- Data for the task:
────────────────

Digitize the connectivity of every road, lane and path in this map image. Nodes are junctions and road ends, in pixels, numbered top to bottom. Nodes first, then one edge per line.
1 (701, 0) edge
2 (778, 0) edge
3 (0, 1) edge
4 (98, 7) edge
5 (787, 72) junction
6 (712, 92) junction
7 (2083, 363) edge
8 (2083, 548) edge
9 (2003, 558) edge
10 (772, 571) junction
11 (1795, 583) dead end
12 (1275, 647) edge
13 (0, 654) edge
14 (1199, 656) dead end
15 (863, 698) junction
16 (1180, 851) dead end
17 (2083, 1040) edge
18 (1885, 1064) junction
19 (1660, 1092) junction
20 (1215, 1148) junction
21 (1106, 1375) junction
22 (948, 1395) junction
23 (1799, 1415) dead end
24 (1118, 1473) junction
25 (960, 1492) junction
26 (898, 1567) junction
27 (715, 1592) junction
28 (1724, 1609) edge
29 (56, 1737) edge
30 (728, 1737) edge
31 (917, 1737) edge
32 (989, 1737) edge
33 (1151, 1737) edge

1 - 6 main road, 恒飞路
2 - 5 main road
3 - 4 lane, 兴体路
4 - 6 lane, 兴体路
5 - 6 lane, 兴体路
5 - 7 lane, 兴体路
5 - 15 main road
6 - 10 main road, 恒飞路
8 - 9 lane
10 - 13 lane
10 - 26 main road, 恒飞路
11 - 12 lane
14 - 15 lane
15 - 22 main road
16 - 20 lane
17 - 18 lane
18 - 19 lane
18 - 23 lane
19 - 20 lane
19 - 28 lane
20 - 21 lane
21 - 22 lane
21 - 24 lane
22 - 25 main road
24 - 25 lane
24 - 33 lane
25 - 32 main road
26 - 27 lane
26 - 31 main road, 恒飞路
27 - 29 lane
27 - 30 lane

────────────────

- What this task involves: Tell how many lines in the records above contain "main", giving the number and no other words.

- Task solution: 9